- [Given data]:
--------

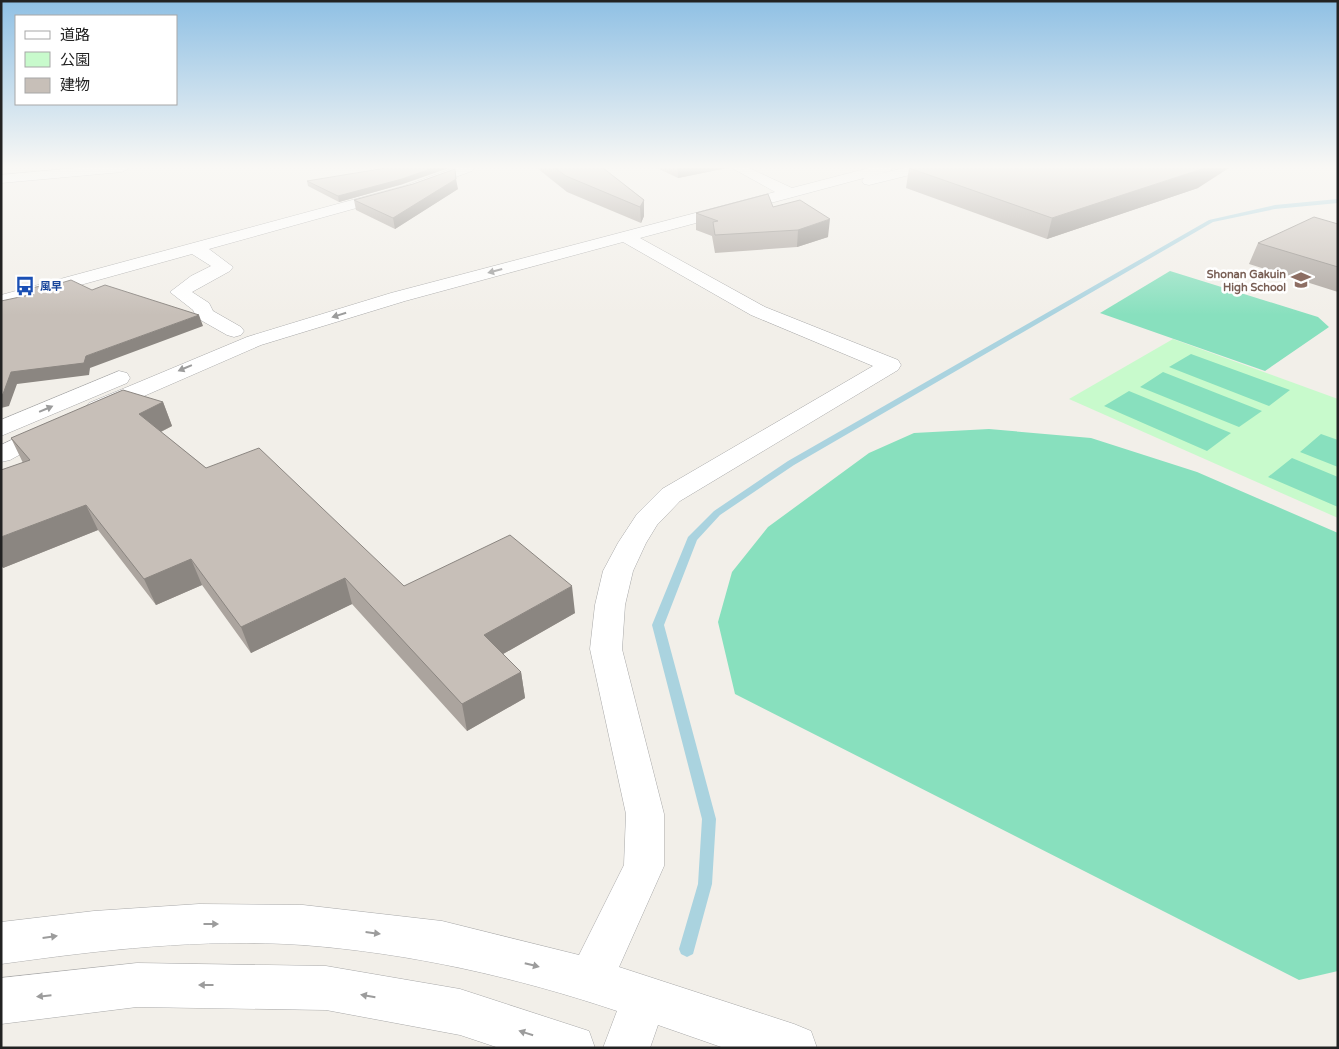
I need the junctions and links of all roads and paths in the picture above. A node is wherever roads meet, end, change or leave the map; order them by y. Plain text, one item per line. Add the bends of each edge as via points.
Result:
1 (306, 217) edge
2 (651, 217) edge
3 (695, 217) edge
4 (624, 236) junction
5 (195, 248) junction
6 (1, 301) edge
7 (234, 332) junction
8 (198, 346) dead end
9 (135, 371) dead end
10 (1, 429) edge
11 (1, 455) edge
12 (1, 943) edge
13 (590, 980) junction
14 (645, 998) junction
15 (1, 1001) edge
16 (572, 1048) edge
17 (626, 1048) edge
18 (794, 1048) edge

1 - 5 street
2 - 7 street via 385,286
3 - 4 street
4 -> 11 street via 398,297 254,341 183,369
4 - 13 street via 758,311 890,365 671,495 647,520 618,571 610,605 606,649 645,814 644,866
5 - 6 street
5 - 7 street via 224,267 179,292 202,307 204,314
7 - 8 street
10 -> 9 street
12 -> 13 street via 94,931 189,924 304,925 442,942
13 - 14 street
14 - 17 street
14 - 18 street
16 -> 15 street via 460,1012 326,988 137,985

--------

- [Your task]:
The records above are to be restated word for word, with every picture left out.

- [Solution below]:
I need the junctions and links of all roads and paths in the picture above. A node is wherever roads meet, end, change or leave the map; order them by y. Plain text, one item per line. Add the bends of each edge as via points.
Result:
1 (306, 217) edge
2 (651, 217) edge
3 (695, 217) edge
4 (624, 236) junction
5 (195, 248) junction
6 (1, 301) edge
7 (234, 332) junction
8 (198, 346) dead end
9 (135, 371) dead end
10 (1, 429) edge
11 (1, 455) edge
12 (1, 943) edge
13 (590, 980) junction
14 (645, 998) junction
15 (1, 1001) edge
16 (572, 1048) edge
17 (626, 1048) edge
18 (794, 1048) edge

1 - 5 street
2 - 7 street via 385,286
3 - 4 street
4 -> 11 street via 398,297 254,341 183,369
4 - 13 street via 758,311 890,365 671,495 647,520 618,571 610,605 606,649 645,814 644,866
5 - 6 street
5 - 7 street via 224,267 179,292 202,307 204,314
7 - 8 street
10 -> 9 street
12 -> 13 street via 94,931 189,924 304,925 442,942
13 - 14 street
14 - 17 street
14 - 18 street
16 -> 15 street via 460,1012 326,988 137,985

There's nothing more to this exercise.